Activity => Only the lines containing the string "leaves" are needed; copy all of them from the listing.

Input =>

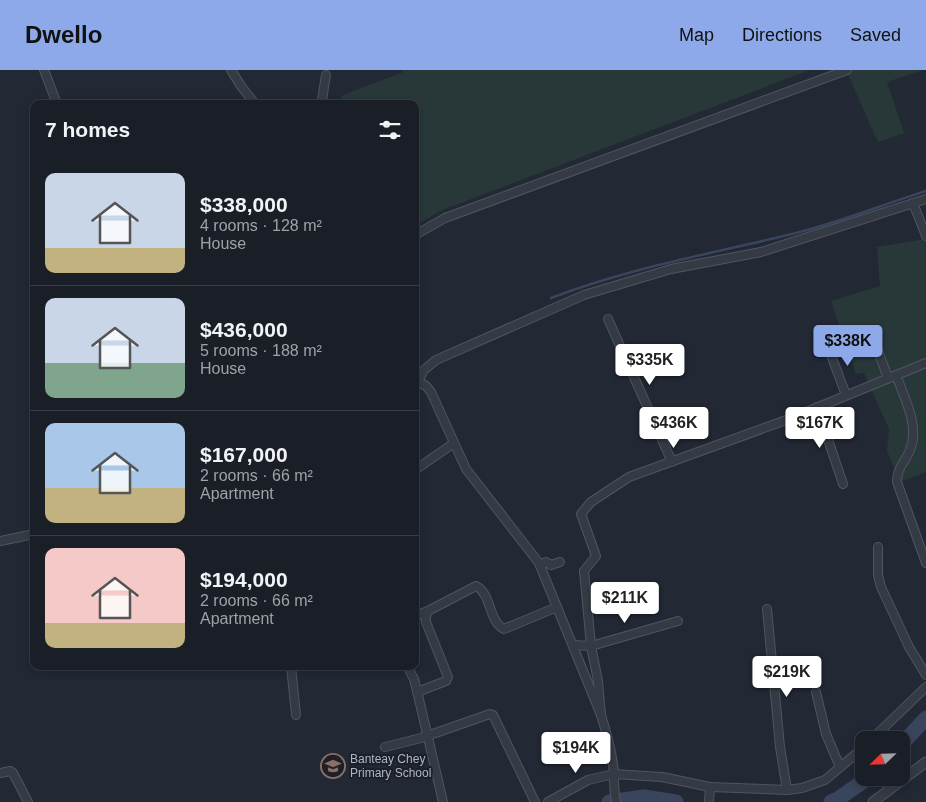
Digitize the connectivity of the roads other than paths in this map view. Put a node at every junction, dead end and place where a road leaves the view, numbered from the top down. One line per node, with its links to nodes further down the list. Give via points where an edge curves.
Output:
1 (44, 70): 5 (street)
2 (231, 70): 6 (street)
3 (847, 70): 10 (street, via 445,218)
4 (326, 75): 7 (street)
5 (55, 100)
6 (252, 100)
7 (322, 100)
8 (926, 199): 9 (street)
9 (913, 203): 11 (street); 17 (street, via 761,252 671,269 584,295 436,360)
10 (419, 233)
11 (926, 236)
12 (608, 319): 23 (street)
13 (871, 332): 18 (street)
14 (828, 347): 20 (street)
15 (926, 363): 16 (street)
16 (896, 375): 18 (street); 30 (street, via 914,436 910,453 898,470 897,482)
17 (419, 378)
18 (888, 378): 20 (street)
19 (419, 384): 22 (street, via 432,392)
20 (846, 396): 21 (street)
21 (818, 408): 23 (street); 25 (street)
22 (454, 443): 24 (street); 31 (street, via 466,469)
23 (672, 462): 38 (street, via 630,477 591,502 581,514 596,556 584,571)
24 (419, 467)
25 (843, 484)
26 (30, 535): 27 (street)
27 (0, 540)
28 (878, 547): 41 (street, via 881,587)
29 (560, 562): 31 (street)
30 (926, 563)
31 (540, 565): 32 (street)
32 (557, 607): 34 (street, via 504,630 496,623 484,594 476,586); 37 (street)
33 (767, 609): 55 (street)
34 (428, 611): 35 (street); 43 (street, via 426,622 448,677 446,681)
35 (419, 614)
36 (678, 621): 38 (street)
37 (573, 645): 38 (street); 46 (street)
38 (591, 646): 46 (street)
39 (291, 670): 45 (street)
40 (409, 670): 43 (street)
41 (926, 675)
42 (926, 687): 47 (street)
43 (417, 692): 48 (street)
44 (816, 692): 52 (street, via 826,734)
45 (296, 715)
46 (601, 715): 54 (street)
47 (880, 731)
48 (428, 736): 49 (street); 58 (street); 59 (street, via 493,715)
49 (385, 747)
50 (855, 754): 52 (street)
51 (926, 762): 62 (street)
52 (840, 767): 55 (street, via 825,780)
53 (0, 773): 57 (street, via 10,771 13,774)
54 (614, 774): 56 (street, via 662,777); 60 (street, via 588,780); 61 (street)
55 (787, 790): 56 (street)
56 (709, 795)
57 (28, 802)
58 (443, 802)
59 (535, 802)
60 (548, 802)
61 (616, 802)
62 (873, 802)

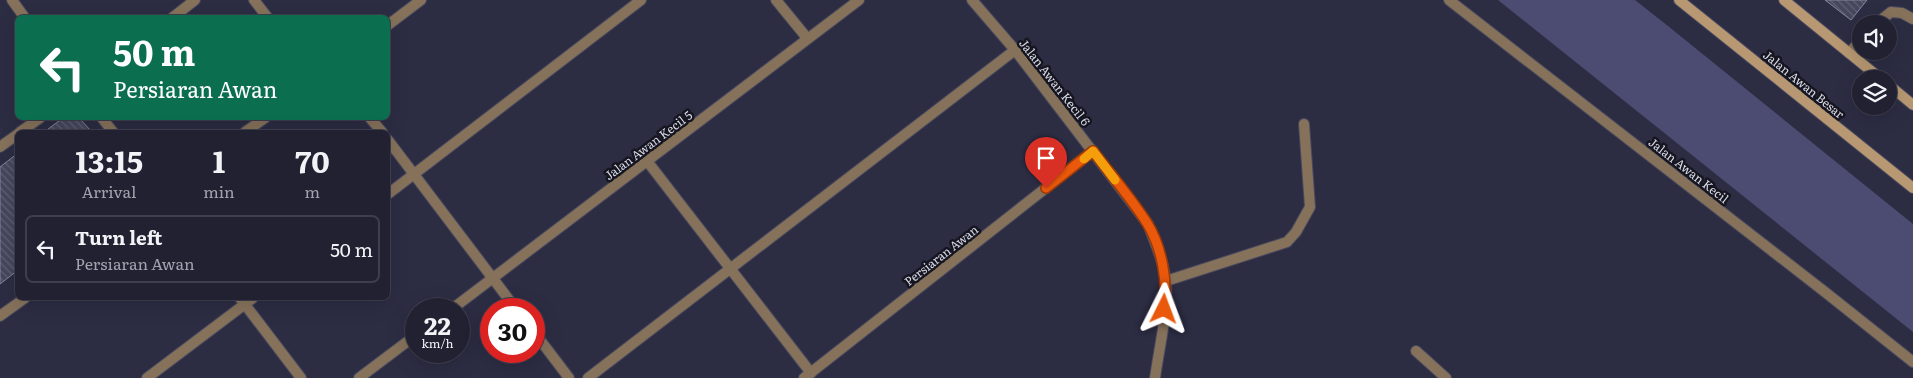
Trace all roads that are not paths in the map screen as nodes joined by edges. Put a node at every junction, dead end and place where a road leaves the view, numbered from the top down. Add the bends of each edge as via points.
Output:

Solution below =>
Digitize the connectivity of the roads other than paths in this map view. Put a node at every junction, dead end and place where a road leaves the view, numbered from the top down. One line per node, with its links to nodes further down the list. Give via points where an edge curves.
Trace all roads that are not paths in the map screen as nodes joined by edges. Put a node at every junction, dead end and place where a road leaves the view, numbered from the top down. Add the bends of each edge as via points.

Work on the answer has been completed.